People who look at rail passes often express some form of, 'I want to see as much as possible' in their thinking and a rail pass always sounds like a good idea when you take that view.
However, before looking at a pass in terms of value for money, I suggest considering two things. First, how many places can you reasonably expect to visit in the time available and therefore how much use wil the pass actually be and second, how will having a pass affect your movements psychologically.
Most people who say they wan to 'see as much as possible' actually mean 'as many as possible'. You at least seem to realize that you are talking about 'many' which is not synonymous with the word 'much.' So just what do you mean when you say, "I want to visit as many countries as I can in my time frame." How many is that?
In Europe, you can take a train through several countries in ONE DAY. Is that what you want to do? Obviously not, you want to spend time IN the countries you visit, not just ride a train through the corner of as many as you can. So you do NOT want to visit as MANY as you can, you want to visit as many as it is reasonable for you to try and visit in the time available.
So how many is it reasonable for you to visit should be your first question. In Europe, countries and distances are relatively small. But that does not mean that there is less to see and do in each of those countries than in any other country in the world. You can spend as much time in France seeing and doing things of interest to you as you could in the USA or Canada or Australia or any other country where distances are much larger between points of interest perhaps. What is the shortest amount of time you would think it made sense to spend in one of those countries? What would you say would be enough time to get a decent feel for any of those countries? How 'many' of them would you say you should plan to visit in 3 months?
Obviously, the more time you spend in any country, the better. In travel as in many things, less is more. The best use of time is always to spend all of your time IN a place rather than in BETWEEN places. Each time you move, is a day you do not spend IN a place seeing/doing things. So theoretically, the best use of time is to go to one place and stay there until it is time to go home. But somehow that never seems to be desirable. People always want to see 'as many' as possible. We want to try a slice of many pies rather than just eat one pie. It just seems to be human nature.
So how to strike a balance? Well that's up to you to decide but one thing is for sure. If you are moving from A to B every 2 days, you will not be making very good use of your time. So forget MANY and think about quality rather than quantity. The lower the number of places you move to, the more time you will spend IN places and going back to your rail pass, the less you will use a rail pass.
Which brings us to the psychological impact a rail pass tends to have on people. The common phrase heard in that regard is, 'to get my money's worth.' Well that obviously means if you use it more you will seem to get 'more for your money'. So a rail pass tends to encourage you to move more which is totally contrary to how to make best use of your time by moving less!

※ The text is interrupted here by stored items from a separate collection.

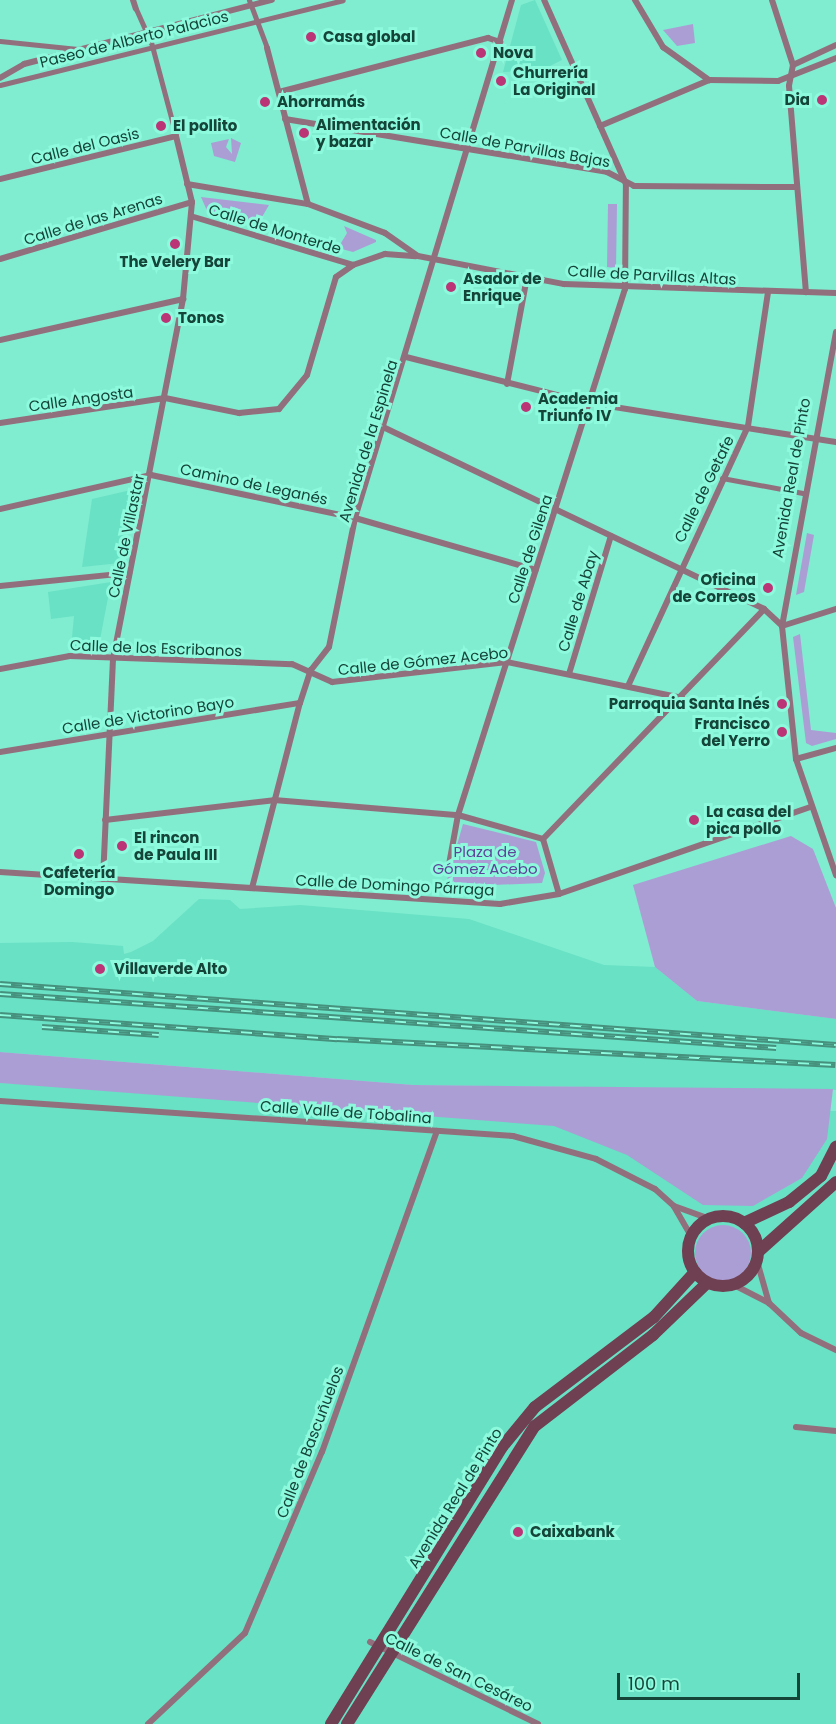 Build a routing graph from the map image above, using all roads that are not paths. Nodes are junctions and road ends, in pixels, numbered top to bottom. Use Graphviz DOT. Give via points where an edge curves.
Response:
graph roads {
  1 [pos="133,0"];
  2 [pos="272,0"];
  3 [pos="343,0"];
  4 [pos="512,0"];
  5 [pos="544,0"];
  6 [pos="635,0"];
  7 [pos="772,0"];
  8 [pos="250,3"];
  9 [pos="136,9"];
  10 [pos="258,21"];
  11 [pos="146,33"];
  12 [pos="0,41"];
  13 [pos="500,42"];
  14 [pos="836,45"];
  15 [pos="153,48"];
  16 [pos="267,48"];
  17 [pos="83,49"];
  18 [pos="836,57"];
  19 [pos="793,65"];
  20 [pos="0,78"];
  21 [pos="789,78"];
  22 [pos="709,81"];
  23 [pos="0,85"];
  24 [pos="279,92"];
  25 [pos="285,119"];
  26 [pos="600,126"];
  27 [pos="176,136"];
  28 [pos="467,148"];
  29 [pos="0,179"];
  30 [pos="187,184"];
  31 [pos="626,184"];
  32 [pos="795,187"];
  33 [pos="192,202"];
  34 [pos="308,204"];
  35 [pos="194,217"];
  36 [pos="418,256"];
  37 [pos="433,258"];
  38 [pos="0,259"];
  39 [pos="353,265"];
  40 [pos="527,278"];
  41 [pos="625,289"];
  42 [pos="768,292"];
  43 [pos="806,292"];
  44 [pos="836,293"];
  45 [pos="183,299"];
  46 [pos="836,334"];
  47 [pos="0,340"];
  48 [pos="406,357"];
  49 [pos="507,384"];
  50 [pos="165,398"];
  51 [pos="589,403"];
  52 [pos="0,423"];
  53 [pos="748,426"];
  54 [pos="383,427"];
  55 [pos="813,438"];
  56 [pos="836,442"];
  57 [pos="151,475"];
  58 [pos="721,478"];
  59 [pos="803,493"];
  60 [pos="0,509"];
  61 [pos="555,510"];
  62 [pos="355,518"];
  63 [pos="611,536"];
  64 [pos="679,567"];
  65 [pos="536,570"];
  66 [pos="129,573"];
  67 [pos="0,586"];
  68 [pos="764,609"];
  69 [pos="836,609"];
  70 [pos="782,626"];
  71 [pos="113,658"];
  72 [pos="507,662"];
  73 [pos="0,669"];
  74 [pos="310,670"];
  75 [pos="569,674"];
  76 [pos="628,686"];
  77 [pos="682,698"];
  78 [pos="300,704"];
  79 [pos="109,734"];
  80 [pos="836,748"];
  81 [pos="0,752"];
  82 [pos="796,759"];
  83 [pos="274,800"];
  84 [pos="810,807"];
  85 [pos="458,815"];
  86 [pos="105,820"];
  87 [pos="543,839"];
  88 [pos="448,870"];
  89 [pos="0,872"];
  90 [pos="836,874"];
  91 [pos="103,879"];
  92 [pos="252,888"];
  93 [pos="559,894"];
  94 [pos="0,1101"];
  95 [pos="437,1131"];
  96 [pos="836,1147"];
  97 [pos="836,1182"];
  98 [pos="674,1206"];
  99 [pos="709,1219"];
  100 [pos="744,1223"];
  101 [pos="691,1236"];
  102 [pos="758,1257"];
  103 [pos="695,1272"];
  104 [pos="707,1282"];
  105 [pos="734,1285"];
  106 [pos="769,1303"];
  107 [pos="836,1350"];
  108 [pos="796,1427"];
  109 [pos="836,1431"];
  110 [pos="375,1645"];
  111 [pos="392,1653"];
  112 [pos="148,1724"];
  113 [pos="331,1724"];
  114 [pos="347,1724"];
  115 [pos="538,1724"];
  1 -- 9 [label="street"];
  2 -- 8 [label="street, Paseo de Alberto Palacios"];
  3 -- 10 [label="street, Paseo de Alberto Palacios"];
  4 -- 13 [label="street, Avenida de la Espinela"];
  5 -- 26 [label="street"];
  6 -- 22 [label="street" via="663,47"];
  7 -- 19 [label="street"];
  8 -- 10 [label="street"];
  8 -- 11 [label="street, Paseo de Alberto Palacios"];
  9 -- 11 [label="street"];
  10 -- 15 [label="street, Paseo de Alberto Palacios"];
  10 -- 16 [label="street"];
  11 -- 15 [label="street"];
  11 -- 17 [label="street, Paseo de Alberto Palacios"];
  12 -- 17 [label="street"];
  13 -- 24 [label="street" via="488,38"];
  13 -- 28 [label="street, Avenida de la Espinela"];
  14 -- 19 [label="street"];
  15 -- 23 [label="street, Paseo de Alberto Palacios"];
  15 -- 27 [label="street"];
  16 -- 24 [label="street"];
  17 -- 20 [label="street, Paseo de Alberto Palacios" via="24,64"];
  18 -- 21 [label="street"];
  19 -- 21 [label="street"];
  21 -- 22 [label="street"];
  21 -- 32 [label="street"];
  22 -- 26 [label="street"];
  24 -- 25 [label="street"];
  25 -- 28 [label="street, Calle de Parvillas Bajas"];
  25 -- 34 [label="street"];
  26 -- 31 [label="street"];
  27 -- 29 [label="street, Calle del Oasis"];
  27 -- 30 [label="street, Calle de Villastar"];
  28 -- 31 [label="street, Calle de Parvillas Bajas" via="607,172"];
  28 -- 37 [label="street, Avenida de la Espinela"];
  30 -- 33 [label="street, Calle de Villastar"];
  30 -- 34 [label="street"];
  31 -- 32 [label="street, Calle de Parvillas Bajas"];
  31 -- 41 [label="street, Calle de Gilena"];
  32 -- 43 [label="street"];
  33 -- 35 [label="street, Calle de Villastar"];
  33 -- 38 [label="street, Calle de las Arenas"];
  34 -- 36 [label="street" via="385,233"];
  35 -- 39 [label="street, Calle de Monterde"];
  35 -- 45 [label="street, Calle de Villastar"];
  36 -- 37 [label="street, Calle de Monterde"];
  36 -- 39 [label="street, Calle de Monterde" via="385,254"];
  37 -- 40 [label="street, Calle de Parvillas Altas"];
  37 -- 48 [label="street, Avenida de la Espinela"];
  39 -- 50 [label="street" via="336,277 307,375 279,409 239,413"];
  40 -- 41 [label="street, Calle de Parvillas Altas"];
  40 -- 49 [label="street"];
  41 -- 42 [label="street, Calle de Parvillas Altas"];
  41 -- 51 [label="street, Calle de Gilena"];
  42 -- 43 [label="street, Calle de Parvillas Altas"];
  42 -- 53 [label="street, Calle de Getafe"];
  43 -- 44 [label="street, Calle de Parvillas Altas"];
  45 -- 47 [label="street"];
  45 -- 50 [label="street, Calle de Villastar"];
  46 -- 55 [label="street, Avenida Real de Pinto"];
  48 -- 49 [label="street"];
  48 -- 54 [label="street, Avenida de la Espinela"];
  49 -- 51 [label="street"];
  50 -- 52 [label="street, Calle Angosta"];
  50 -- 57 [label="street, Calle de Villastar"];
  51 -- 53 [label="street"];
  51 -- 61 [label="street, Calle de Gilena"];
  53 -- 55 [label="street"];
  53 -- 58 [label="street, Calle de Getafe"];
  54 -- 61 [label="street"];
  54 -- 62 [label="street, Avenida de la Espinela"];
  55 -- 56 [label="street"];
  55 -- 59 [label="street, Avenida Real de Pinto"];
  57 -- 60 [label="street, Camino de Leganés"];
  57 -- 62 [label="street, Camino de Leganés"];
  57 -- 66 [label="street, Calle de Villastar"];
  58 -- 59 [label="street"];
  58 -- 64 [label="street, Calle de Getafe"];
  59 -- 70 [label="street, Avenida Real de Pinto"];
  61 -- 63 [label="street"];
  61 -- 65 [label="street, Calle de Gilena"];
  62 -- 65 [label="street, Camino de Leganés"];
  62 -- 74 [label="street, Avenida de la Espinela" via="329,647"];
  63 -- 64 [label="street"];
  63 -- 75 [label="street, Calle de Abay"];
  64 -- 68 [label="street"];
  64 -- 76 [label="street, Calle de Getafe"];
  65 -- 72 [label="street, Calle de Gilena"];
  66 -- 67 [label="street"];
  66 -- 71 [label="street, Calle de Villastar"];
  68 -- 70 [label="street"];
  68 -- 77 [label="street"];
  69 -- 70 [label="street"];
  70 -- 82 [label="street, Avenida Real de Pinto"];
  71 -- 73 [label="street, Calle de los Escribanos" via="70,656"];
  71 -- 74 [label="street, Calle de los Escribanos" via="292,664"];
  71 -- 79 [label="street, Calle de Villastar"];
  72 -- 74 [label="street, Calle de Gómez Acebo" via="333,682"];
  72 -- 75 [label="street, Calle de Gómez Acebo"];
  72 -- 85 [label="street, Calle de Gilena"];
  74 -- 78 [label="street, Avenida de la Espinela"];
  75 -- 76 [label="street, Calle de Gómez Acebo"];
  76 -- 77 [label="street, Calle de Gómez Acebo"];
  77 -- 87 [label="street"];
  78 -- 79 [label="street, Calle de Victorino Bayo"];
  78 -- 83 [label="street, Avenida de la Espinela"];
  79 -- 81 [label="street, Calle de Victorino Bayo"];
  79 -- 86 [label="street, Calle de Villastar"];
  80 -- 82 [label="street"];
  82 -- 84 [label="street, Avenida Real de Pinto"];
  83 -- 85 [label="street"];
  83 -- 86 [label="street"];
  83 -- 92 [label="street, Avenida de la Espinela"];
  84 -- 90 [label="street, Avenida Real de Pinto"];
  84 -- 93 [label="street, Calle de Domingo Párraga"];
  85 -- 87 [label="street"];
  85 -- 88 [label="street, Calle de Gilena"];
  86 -- 91 [label="street, Calle de Villastar"];
  87 -- 93 [label="street"];
  89 -- 91 [label="street, Calle de Domingo Párraga"];
  91 -- 92 [label="street, Calle de Domingo Párraga"];
  92 -- 93 [label="street, Calle de Domingo Párraga" via="500,904"];
  94 -- 95 [label="street, Calle Valle de Tobalina"];
  95 -- 98 [label="street, Calle Valle de Tobalina" via="555,1144 636,1179"];
  95 -- 112 [label="street, Calle de Bascuñuelos" via="322,1452 245,1633"];
  96 -- 100 [label="main road" via="821,1176 789,1203"];
  97 -- 102 [label="main road"];
  98 -- 99 [label="street, Calle Valle de Tobalina"];
  98 -- 101 [label="street, Calle Valle de Tobalina"];
  99 -- 100 [label="main road" via="733,1217"];
  99 -- 101 [label="main road"];
  100 -- 102 [label="main road"];
  101 -- 103 [label="main road" via="688,1250"];
  102 -- 105 [label="main road"];
  102 -- 106 [label="street"];
  103 -- 104 [label="main road"];
  103 -- 110 [label="main road, Avenida Real de Pinto" via="654,1317 535,1407 502,1447"];
  104 -- 105 [label="main road"];
  104 -- 111 [label="main road, Avenida Real de Pinto" via="653,1335 535,1426"];
  105 -- 106 [label="street"];
  106 -- 107 [label="street" via="801,1333"];
  108 -- 109 [label="street"];
  110 -- 111 [label="street, Calle de San Cesáreo"];
  110 -- 113 [label="main road, Avenida Real de Pinto"];
  111 -- 114 [label="main road, Avenida Real de Pinto"];
  111 -- 115 [label="street, Calle de San Cesáreo"];
}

So before buying a Eurailpass, I would spend some time thinking about how many places (much smaller than entire countries) you think you can reasonably plan to cover in your time available. For example, I am a fan of slow travel which basically says spend at least a week in any place you visit. Your 3 months would therefore work out as 12 places maximum. Someone else may plan to visit A for 1 day and B for 2 days, etc. and end up with 30 places they plan to visit in 3 months. The question of course is will they actually see and do any more than I do or will they experience more or less than I do?
Let's assume that both of use get equal experience out of each day we spend IN a place. Who will spend more days IN places? The answer to that is obvious.